Nel corso della seduta del Consiglio dei Ministri del 16 giugno 2013, è stato approvato  un disegno di legge, che verrà sottoposto al parere della Conferenza unificata, per il contenimento del consumo del suolo ed il riuso del suolo edificato (leggi anche Stop al consumo di suolo, il CdM approva il DDL).

L’intervento normativo è finalizzato al contenimento del consumo di suolo, alla valorizzazione del suolo non edificato, alla promozione dell’attività agricola che sullo stesso si svolge o potrebbe svolgersi, nonché alla valorizzazione del suolo come risorsa da tutelare anche ai fini di mitigazione prevenzione del rischio idrogeologico.

Uno degli obiettivi prioritari del provvedimento consiste nella previsione del riuso e della rigenerazione edilizia del suolo edificato rispetto all’ulteriore consumo di suolo. In sostanza,  obiettivo della legge è quello di impedire che il suolo venga eccessivamente “eroso” e “consumato” dall’urbanizzazione e al contempo promuovere e sostenere il riuso e la rigenerazione di aree già interessate da processi di edificazione.

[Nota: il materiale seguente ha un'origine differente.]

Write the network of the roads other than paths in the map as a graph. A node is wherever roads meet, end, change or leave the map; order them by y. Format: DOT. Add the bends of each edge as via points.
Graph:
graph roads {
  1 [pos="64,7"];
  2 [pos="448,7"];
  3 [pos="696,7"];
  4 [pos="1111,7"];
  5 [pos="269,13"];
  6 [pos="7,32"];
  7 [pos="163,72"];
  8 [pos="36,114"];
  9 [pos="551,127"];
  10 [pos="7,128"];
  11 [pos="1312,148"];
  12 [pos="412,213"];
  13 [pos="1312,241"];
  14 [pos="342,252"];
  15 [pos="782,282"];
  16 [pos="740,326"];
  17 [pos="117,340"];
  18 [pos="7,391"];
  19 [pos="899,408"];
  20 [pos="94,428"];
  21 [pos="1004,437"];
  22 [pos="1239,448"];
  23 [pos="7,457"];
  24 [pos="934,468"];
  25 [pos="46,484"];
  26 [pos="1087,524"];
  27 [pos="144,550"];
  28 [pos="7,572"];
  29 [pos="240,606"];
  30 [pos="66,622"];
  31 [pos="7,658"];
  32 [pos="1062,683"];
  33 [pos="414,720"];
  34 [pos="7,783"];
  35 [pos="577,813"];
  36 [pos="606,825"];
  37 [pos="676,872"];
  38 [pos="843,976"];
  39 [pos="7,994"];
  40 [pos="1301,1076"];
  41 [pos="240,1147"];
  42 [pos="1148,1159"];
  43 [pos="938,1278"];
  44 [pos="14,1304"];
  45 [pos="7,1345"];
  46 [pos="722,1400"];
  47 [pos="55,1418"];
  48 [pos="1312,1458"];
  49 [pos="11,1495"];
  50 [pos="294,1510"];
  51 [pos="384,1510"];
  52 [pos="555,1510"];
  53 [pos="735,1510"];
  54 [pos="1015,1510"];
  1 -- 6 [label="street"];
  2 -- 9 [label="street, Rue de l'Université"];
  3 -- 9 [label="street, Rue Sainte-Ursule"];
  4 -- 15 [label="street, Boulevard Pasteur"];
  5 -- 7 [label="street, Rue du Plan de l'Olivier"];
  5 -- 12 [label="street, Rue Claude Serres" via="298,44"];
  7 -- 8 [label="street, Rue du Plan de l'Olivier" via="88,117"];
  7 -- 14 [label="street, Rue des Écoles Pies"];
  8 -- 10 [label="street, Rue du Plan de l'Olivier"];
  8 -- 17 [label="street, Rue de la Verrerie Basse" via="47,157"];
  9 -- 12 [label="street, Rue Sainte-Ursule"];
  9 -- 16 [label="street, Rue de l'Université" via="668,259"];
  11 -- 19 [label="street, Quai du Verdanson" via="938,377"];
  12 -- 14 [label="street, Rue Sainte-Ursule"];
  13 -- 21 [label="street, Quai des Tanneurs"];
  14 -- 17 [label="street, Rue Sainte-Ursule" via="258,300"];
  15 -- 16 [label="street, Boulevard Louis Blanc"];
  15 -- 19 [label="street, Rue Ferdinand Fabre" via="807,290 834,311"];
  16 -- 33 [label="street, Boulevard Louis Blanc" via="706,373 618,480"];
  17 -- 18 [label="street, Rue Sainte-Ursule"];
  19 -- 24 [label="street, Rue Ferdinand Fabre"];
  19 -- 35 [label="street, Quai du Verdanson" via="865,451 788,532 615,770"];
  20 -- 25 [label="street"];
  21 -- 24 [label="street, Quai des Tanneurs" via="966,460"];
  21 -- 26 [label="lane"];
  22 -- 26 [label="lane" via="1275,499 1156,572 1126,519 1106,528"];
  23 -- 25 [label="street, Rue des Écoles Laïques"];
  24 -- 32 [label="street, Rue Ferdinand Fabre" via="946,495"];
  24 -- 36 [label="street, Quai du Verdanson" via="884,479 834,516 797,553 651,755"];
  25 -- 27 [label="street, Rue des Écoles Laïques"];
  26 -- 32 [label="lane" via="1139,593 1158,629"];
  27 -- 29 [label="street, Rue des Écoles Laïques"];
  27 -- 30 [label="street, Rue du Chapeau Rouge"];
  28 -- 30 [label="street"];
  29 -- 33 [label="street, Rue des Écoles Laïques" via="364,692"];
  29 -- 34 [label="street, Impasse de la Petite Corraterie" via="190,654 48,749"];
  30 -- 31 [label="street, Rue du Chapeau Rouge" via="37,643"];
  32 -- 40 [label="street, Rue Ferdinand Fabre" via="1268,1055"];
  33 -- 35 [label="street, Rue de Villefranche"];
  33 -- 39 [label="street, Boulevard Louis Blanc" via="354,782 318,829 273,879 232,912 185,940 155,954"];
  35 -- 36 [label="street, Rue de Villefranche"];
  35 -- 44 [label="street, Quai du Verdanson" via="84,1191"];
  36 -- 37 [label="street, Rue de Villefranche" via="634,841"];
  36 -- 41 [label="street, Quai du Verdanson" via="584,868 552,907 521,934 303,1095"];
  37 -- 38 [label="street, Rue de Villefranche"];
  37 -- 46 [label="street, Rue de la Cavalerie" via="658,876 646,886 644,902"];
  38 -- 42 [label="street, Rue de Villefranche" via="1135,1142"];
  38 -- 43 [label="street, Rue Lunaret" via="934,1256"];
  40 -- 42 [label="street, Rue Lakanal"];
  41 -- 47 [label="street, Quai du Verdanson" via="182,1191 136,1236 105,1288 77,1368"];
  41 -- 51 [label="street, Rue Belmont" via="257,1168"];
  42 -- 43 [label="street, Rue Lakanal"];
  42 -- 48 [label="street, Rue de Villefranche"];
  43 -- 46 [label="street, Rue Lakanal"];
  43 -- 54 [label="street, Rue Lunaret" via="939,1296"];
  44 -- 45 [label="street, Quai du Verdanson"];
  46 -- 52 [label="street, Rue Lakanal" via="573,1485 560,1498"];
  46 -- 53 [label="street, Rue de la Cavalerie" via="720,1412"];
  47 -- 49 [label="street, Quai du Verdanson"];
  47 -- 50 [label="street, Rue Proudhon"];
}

Con specifico riferimento ai materiali da scavo (terre e rocce da scavo), si prevedono disposizioni volte a semplificarne l’utilizzo, chiarendo i casi in cui è necessario il ricorso alle procedure di cui al d.m. n. 161/2012, contenente, tra l’altro, i criteri qualitativi che terre e rocce da scavo devono soddisfare per essere considerate sottoprodotti e non rifiuti.

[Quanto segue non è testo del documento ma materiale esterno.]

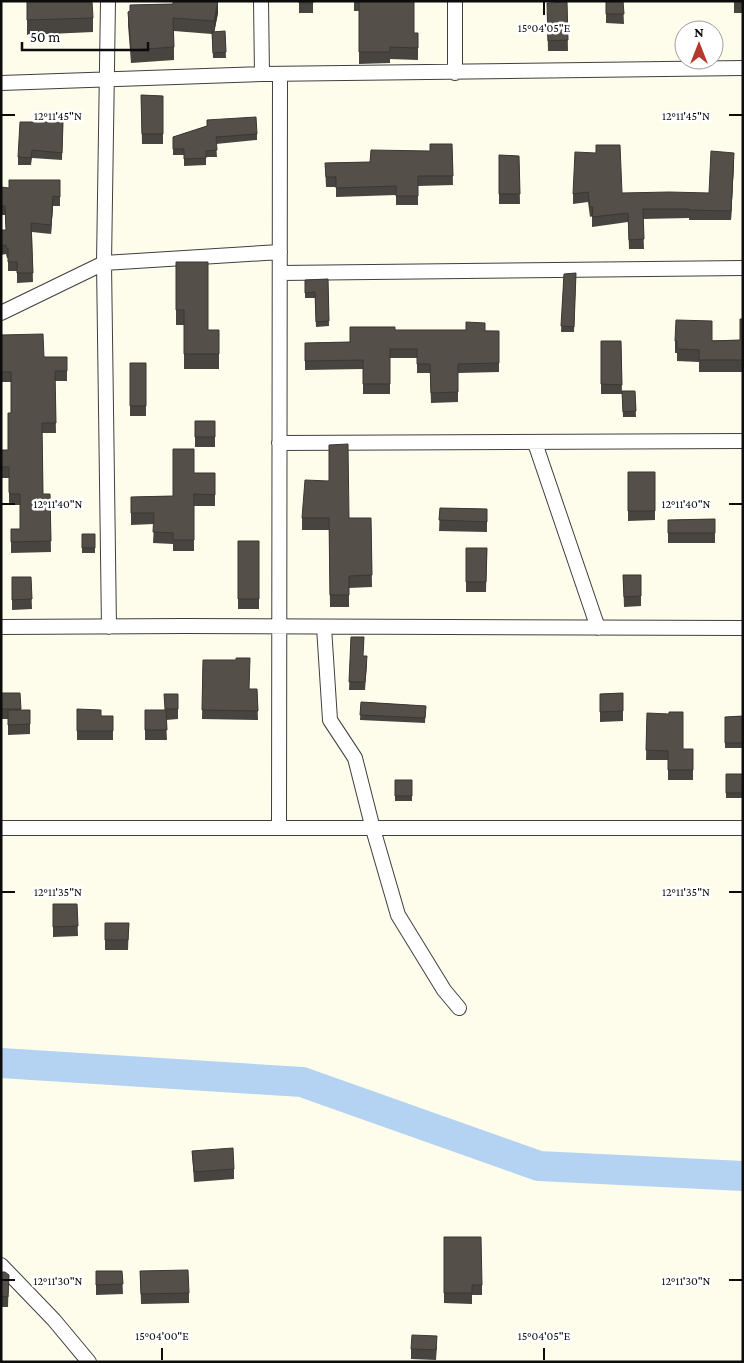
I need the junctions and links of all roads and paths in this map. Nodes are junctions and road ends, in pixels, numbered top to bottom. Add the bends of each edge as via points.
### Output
1 (108, 1) edge
2 (261, 1) edge
3 (455, 1) edge
4 (743, 68) edge
5 (454, 73) junction
6 (262, 74) junction
7 (280, 74) junction
8 (106, 79) junction
9 (1, 83) edge
10 (280, 252) junction
11 (104, 263) junction
12 (743, 268) edge
13 (280, 273) junction
14 (1, 313) edge
15 (743, 441) edge
16 (279, 443) junction
17 (535, 443) junction
18 (279, 626) junction
19 (1, 627) edge
20 (109, 627) junction
21 (324, 627) junction
22 (598, 628) junction
23 (743, 628) edge
24 (1, 828) edge
25 (279, 828) junction
26 (743, 828) edge
27 (373, 829) junction
28 (460, 1008) dead end
29 (1, 1265) edge
30 (89, 1362) edge

1 - 8 street
2 - 6 street
3 - 5 street
4 - 5 street
5 - 7 street
6 - 7 street
6 - 8 street
7 - 10 street
8 - 9 street
8 - 11 street
10 - 11 street
10 - 13 street
11 - 14 street
11 - 20 street
12 - 13 street
13 - 16 street
15 - 17 street
16 - 17 street
16 - 18 street
17 - 22 street
18 - 20 street
18 - 21 street
18 - 25 street
19 - 20 street
21 - 22 street
21 - 27 street via 330,720 355,758
22 - 23 street
24 - 25 street
25 - 27 street
26 - 27 street
27 - 28 street via 398,915 444,990
29 - 30 street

Inoltre, dovrebbe venire semplificata la disciplina dei materiali di riporto di cui al d.l. 2/2012, convertito con modificazioni dalla l. 28/2012 (Misure straordinarie e urgenti in materia ambientale). Le nuove disposizioni chiariscono la definizione delle matrici materiali di riporto, specificandone la composizione, e prevede inoltre che le stesse siano soggette a test di cessione affinché possano essere considerate come sottoprodotti o rimosse dal luogo di scavo.